9 patients received treatment, with 4 of them showing tumour responses to the Picropodophyllin. The trial also found that the adverse reaction to picropodophyllin, which was neutropenia, was easily detected and reversed in all but one patient.

=== Rhabdomyosarcoma ===
Rhabdomyosarcoma is a cancer that highly expresses IGF1R receptors. In-vitro studies have been conducted to investigate the viability of picropodophyllin as a treatment.

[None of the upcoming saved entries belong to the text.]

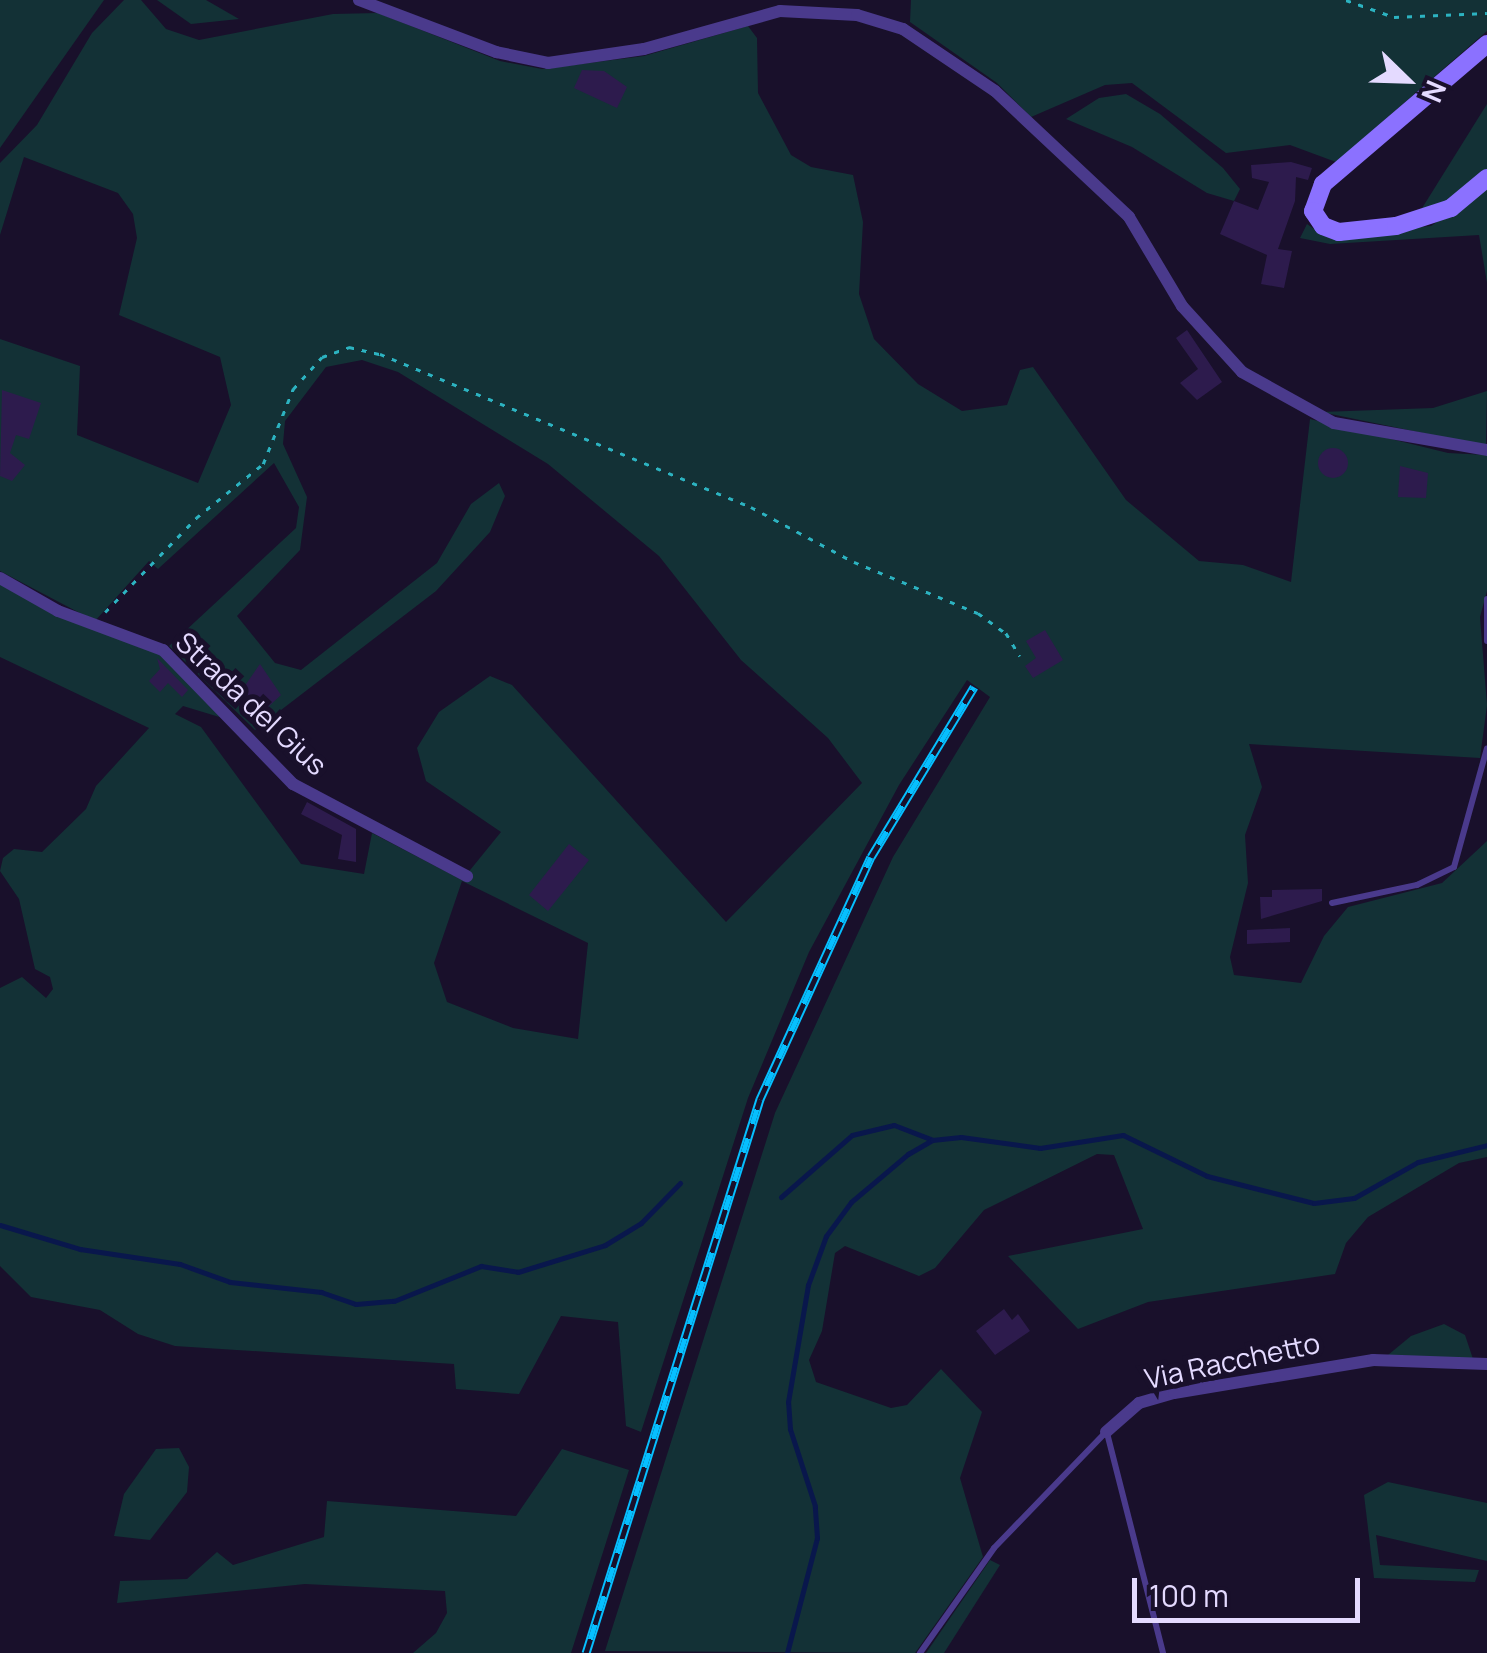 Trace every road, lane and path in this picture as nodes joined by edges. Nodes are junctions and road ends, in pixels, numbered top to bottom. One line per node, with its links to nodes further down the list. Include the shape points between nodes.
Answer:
1 (359, 0): 6 (street, via 537,62 644,49 780,11 823,11 891,24 995,91 1129,218 1182,306 1242,372 1325,420)
2 (1346, 0): 3 (path, via 1394,17)
3 (1487, 13)
4 (1487, 44): 5 (street, via 1323,184 1314,211 1323,226 1339,232 1396,226 1451,208)
5 (1487, 178)
6 (1487, 450)
7 (0, 578): 9 (street, Strada del Gius)
8 (1487, 599): 10 (lane)
9 (95, 626): 11 (path, via 196,518 263,464 293,389 322,357 349,347 751,507 854,562 978,613 1006,633); 13 (street, Strada del Gius, via 171,656 298,788)
10 (1487, 641)
11 (1020, 656)
12 (1487, 748): 14 (lane, via 1454,867 1417,885)
13 (467, 876)
14 (1332, 903)
15 (1487, 1364): 16 (street, Via Racchetto, via 1373,1360 1166,1395 1140,1403)
16 (1106, 1432): 17 (lane, Via Racchetto, via 994,1548); 18 (lane)
17 (920, 1653)
18 (1163, 1653)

In in-vitro cell cultures, certain lines of rhabdomyosarcoma such as RH30 showed 90% of cells had expression of IGF1R.

When treating cell cultures of RH30 and RD with picropodophyllin, researchers found that 24 hour exposure caused a dose dependent decrease in viable cancer cells. Doses above 2μM caused massive apoptosis and cell death.

== Mechanism of action ==
Currently, the specific molecular mechanisms by which picropodophyllin is able to cause apoptosis in cancer cells is unknown. Picropodophyllin suppresses signalling in the IGF1R pathway, which can be observed clinically through a reduction of phosphorylated IGF1R proteins, as well as a reduction of phosphorylated down-stream signalling proteins.

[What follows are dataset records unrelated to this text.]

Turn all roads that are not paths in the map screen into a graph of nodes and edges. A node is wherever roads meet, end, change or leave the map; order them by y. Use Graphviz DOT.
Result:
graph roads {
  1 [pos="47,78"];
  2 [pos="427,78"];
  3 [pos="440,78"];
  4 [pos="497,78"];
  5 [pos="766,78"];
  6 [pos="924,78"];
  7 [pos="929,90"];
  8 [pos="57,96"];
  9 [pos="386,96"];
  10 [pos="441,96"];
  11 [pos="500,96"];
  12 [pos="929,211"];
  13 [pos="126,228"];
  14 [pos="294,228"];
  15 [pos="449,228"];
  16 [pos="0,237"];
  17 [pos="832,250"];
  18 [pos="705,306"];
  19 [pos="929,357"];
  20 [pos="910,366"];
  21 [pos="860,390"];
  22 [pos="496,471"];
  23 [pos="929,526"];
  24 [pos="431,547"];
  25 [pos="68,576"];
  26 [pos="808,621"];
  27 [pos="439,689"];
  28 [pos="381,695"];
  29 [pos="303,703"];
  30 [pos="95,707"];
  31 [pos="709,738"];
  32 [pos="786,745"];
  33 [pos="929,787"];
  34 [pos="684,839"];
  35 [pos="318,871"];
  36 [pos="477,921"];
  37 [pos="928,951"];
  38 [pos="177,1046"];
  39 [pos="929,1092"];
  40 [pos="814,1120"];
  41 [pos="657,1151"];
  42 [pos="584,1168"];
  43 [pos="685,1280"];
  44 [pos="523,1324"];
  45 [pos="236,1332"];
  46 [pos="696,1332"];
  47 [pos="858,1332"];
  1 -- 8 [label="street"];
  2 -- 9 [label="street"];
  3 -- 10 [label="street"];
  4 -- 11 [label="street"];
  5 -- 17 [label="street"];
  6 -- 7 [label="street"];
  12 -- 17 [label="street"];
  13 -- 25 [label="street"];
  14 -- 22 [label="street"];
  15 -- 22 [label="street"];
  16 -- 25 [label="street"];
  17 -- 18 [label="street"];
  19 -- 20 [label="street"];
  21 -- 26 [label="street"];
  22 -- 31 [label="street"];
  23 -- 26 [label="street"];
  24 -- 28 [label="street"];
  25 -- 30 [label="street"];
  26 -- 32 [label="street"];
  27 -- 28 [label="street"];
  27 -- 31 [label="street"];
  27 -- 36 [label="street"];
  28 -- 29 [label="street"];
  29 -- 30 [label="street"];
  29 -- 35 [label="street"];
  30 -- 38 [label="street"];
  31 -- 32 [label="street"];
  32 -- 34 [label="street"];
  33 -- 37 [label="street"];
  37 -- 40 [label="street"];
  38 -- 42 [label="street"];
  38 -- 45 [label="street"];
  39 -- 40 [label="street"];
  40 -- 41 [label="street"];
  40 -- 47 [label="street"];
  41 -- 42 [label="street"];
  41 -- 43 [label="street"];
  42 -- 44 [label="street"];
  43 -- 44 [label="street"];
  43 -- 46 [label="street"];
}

It has also been demonstrated that picropodophyllin interacts with the PI3K/Akt pathway, which mediates neoplastic transformation, apoptosis, and cell cycle progression. Specifically, picropodophyllin induces apoptosis and cell cycle arrest using reactive oxygen species (ROS) generation and inhibition of the PI3K/Akt pathway.

In-vitro investigations show that administration of picropodophyllin significantly increases the expression levels of ROS generating enzymes, including nicotinamide adenine dinucleotide phosphate (NADPH), oxidases (NOX1 and NPX3) and the cytochrome b-245 beta chain (CYBB). The expression of ROS scavenging enzymes remained constant post treatment, resulting in the accumulation of ROS. ROS accumulation has also been demonstrated to inactivate the PI3K/Akt pathway.

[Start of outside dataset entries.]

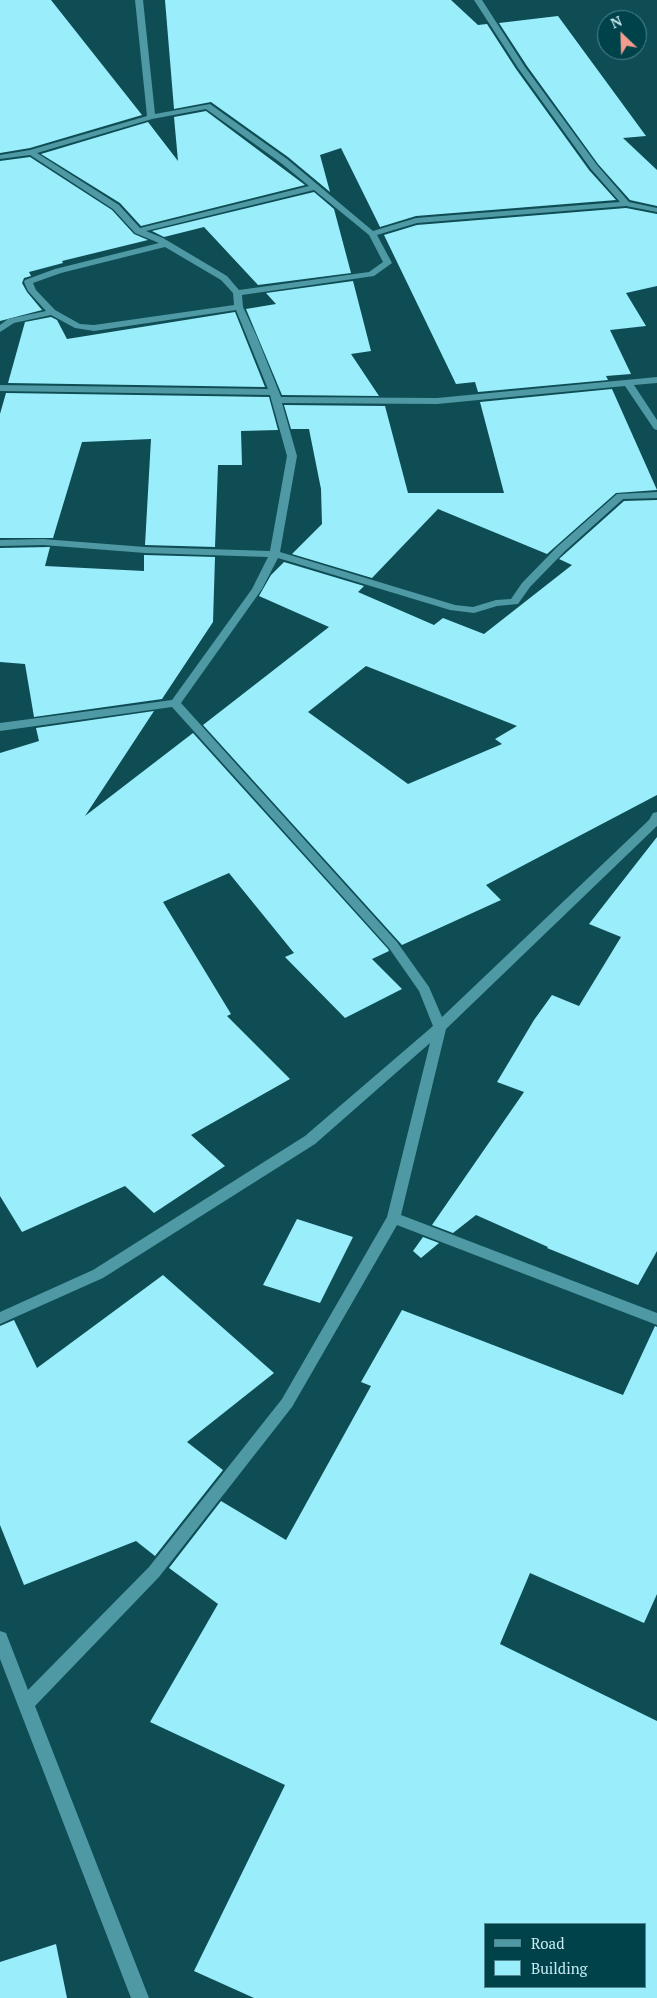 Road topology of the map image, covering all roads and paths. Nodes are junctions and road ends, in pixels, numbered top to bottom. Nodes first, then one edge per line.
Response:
1 (139, 0) edge
2 (478, 0) edge
3 (151, 117) junction
4 (31, 152) junction
5 (0, 157) edge
6 (316, 188) junction
7 (626, 204) junction
8 (657, 210) edge
9 (138, 231) junction
10 (372, 234) junction
11 (166, 244) junction
12 (237, 293) junction
13 (239, 307) junction
14 (52, 312) junction
15 (0, 329) edge
16 (657, 380) edge
17 (628, 384) junction
18 (0, 388) edge
19 (276, 396) junction
20 (657, 428) edge
21 (657, 495) edge
22 (0, 543) edge
23 (275, 554) junction
24 (175, 703) junction
25 (0, 727) edge
26 (657, 816) edge
27 (440, 1027) junction
28 (394, 1218) junction
29 (0, 1318) edge
30 (657, 1319) edge
31 (0, 1638) edge
32 (27, 1703) junction
33 (140, 1998) edge

1 - 3 street
2 - 7 street
3 - 4 street
3 - 6 street
4 - 5 street
4 - 9 street
6 - 9 street
6 - 10 street
7 - 8 street
7 - 10 street
9 - 11 street
10 - 12 street
11 - 12 street
11 - 14 street
12 - 13 street
13 - 14 street
13 - 19 street
14 - 15 street
16 - 17 street
17 - 19 street
17 - 20 street
18 - 19 street
19 - 23 street
21 - 23 street
22 - 23 street
23 - 24 street
24 - 25 street
24 - 27 street
26 - 27 street
27 - 28 street
27 - 29 street
28 - 30 street
28 - 32 street
31 - 32 street
32 - 33 street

Picropodophyllin's ability to cause mitotic arrest in cancer cells is a result of inhibition of microtubule formation. Researchers found that in cells which had been arrested in metaphase, the impact of picropodophyllin administration was like that of Nocodazole, a microtubule destabiliser. Picropodophyllin does not directly bind b-tubulin in microtubules, instead mediating mitotic arrest by interfering with microtubule dynamics.

== Side effects ==
Picropodophyllin can cause adverse effects, primarily being febrile neutropenia.

Picropodophyllin is undergoing investigation in cancer treatment in part due to its clinical activity accompanied by a lack of metabolic toxicity.